• Data:
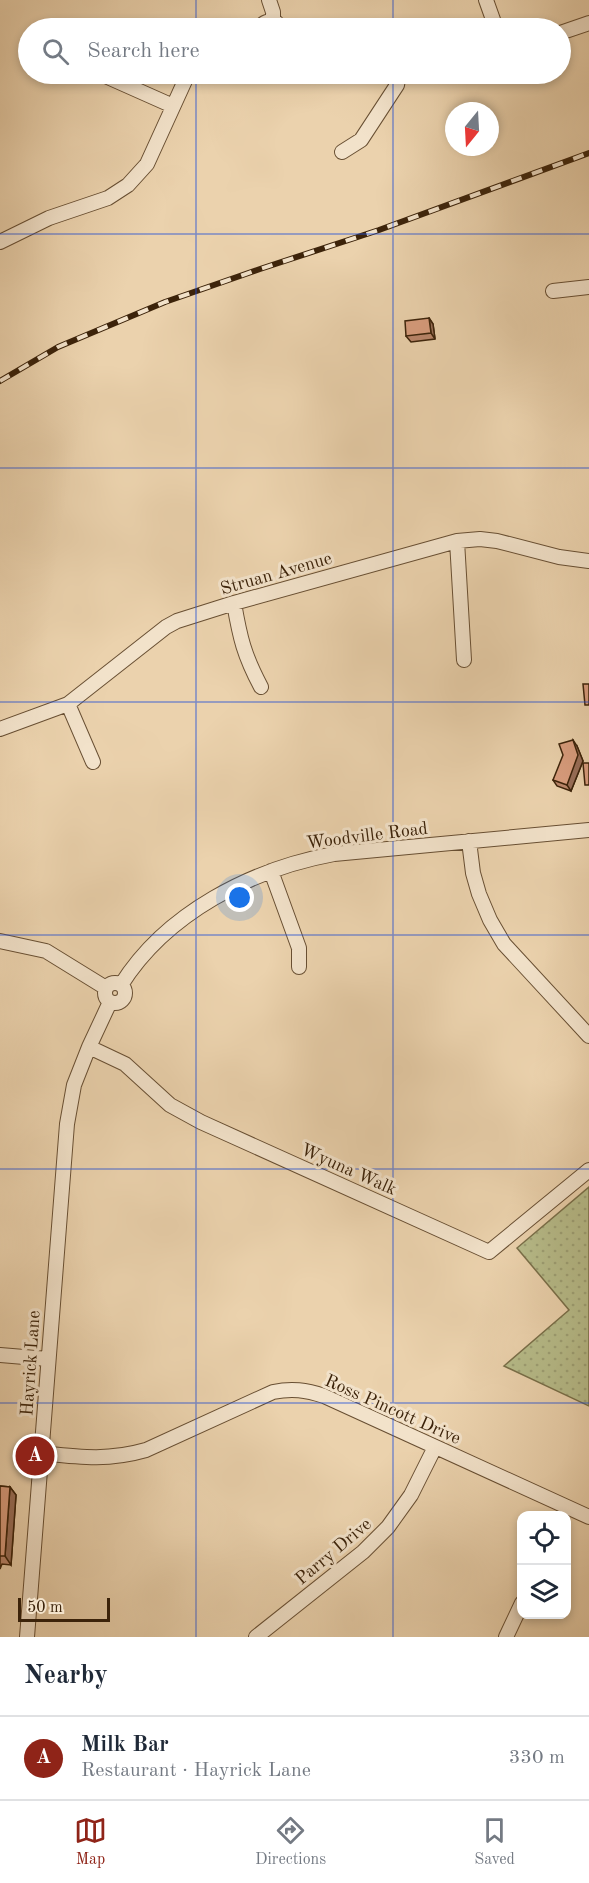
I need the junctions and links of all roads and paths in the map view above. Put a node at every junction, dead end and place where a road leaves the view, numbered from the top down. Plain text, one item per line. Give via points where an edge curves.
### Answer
1 (269, 0) edge
2 (486, 0) edge
3 (275, 18) edge
4 (492, 18) edge
5 (589, 23) edge
6 (571, 29) edge
7 (124, 84) edge
8 (183, 84) edge
9 (397, 84) edge
10 (173, 106) junction
11 (342, 152) dead end
12 (0, 242) edge
13 (589, 287) edge
14 (553, 291) dead end
15 (457, 542) junction
16 (589, 561) edge
17 (234, 603) junction
18 (464, 660) dead end
19 (261, 687) dead end
20 (68, 704) junction
21 (0, 729) edge
22 (93, 762) dead end
23 (589, 830) edge
24 (469, 841) junction
25 (271, 871) junction
26 (0, 941) edge
27 (299, 967) dead end
28 (121, 985) junction
29 (106, 988) junction
30 (110, 1002) junction
31 (589, 1036) edge
32 (88, 1047) junction
33 (589, 1170) edge
34 (0, 1355) edge
35 (48, 1359) junction
36 (435, 1447) junction
37 (41, 1454) junction
38 (563, 1511) edge
39 (571, 1513) edge
40 (589, 1517) edge
41 (517, 1614) edge
42 (27, 1637) edge
43 (256, 1637) edge
44 (506, 1637) edge

1 - 3 street
2 - 4 street
5 - 6 street
7 - 10 street
8 - 10 street
9 - 11 street via 361,140
10 - 12 street via 147,164 128,185 108,198 49,218
13 - 14 street
15 - 16 street, Struan Avenue via 498,541
15 - 17 street, Struan Avenue
15 - 18 street
17 - 19 street via 241,644
17 - 20 street, Struan Avenue via 188,616 166,627
20 - 21 street, Struan Avenue
20 - 22 street
23 - 24 street, Woodville Road
24 - 25 street, Woodville Road via 314,858
24 - 31 street via 479,894 504,944
25 - 27 street via 299,948
25 - 28 street, Woodville Road via 227,890 186,917 148,950
26 - 29 street via 46,951
28 - 29 street via 113,983
28 - 30 street via 124,998
29 - 30 street
30 - 32 street
32 - 33 street, Wyuna Walk via 125,1064 170,1105 201,1122 489,1252
32 - 35 street, Hayrick Lane via 74,1085 67,1124
34 - 35 street
35 - 37 street, Hayrick Lane
36 - 37 street, Ross Pincott Drive via 324,1396 293,1389 273,1392 131,1454 97,1458
36 - 38 street, Ross Pincott Drive
36 - 43 street, Parry Drive via 411,1495 388,1527 363,1552
37 - 42 street, Hayrick Lane
39 - 40 street, Ross Pincott Drive
41 - 44 street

• Aim of the exercise:
Which lines above include the string "dead"? Show them.

• Solved exercise:
I need the junctions and links of all roads and paths in the map view above. Put a node at every junction, dead end and place where a road leaves the view, numbered from the top down. Plain text, one item per line. Give via points where an edge curves.
11 (342, 152) dead end
14 (553, 291) dead end
18 (464, 660) dead end
19 (261, 687) dead end
22 (93, 762) dead end
27 (299, 967) dead end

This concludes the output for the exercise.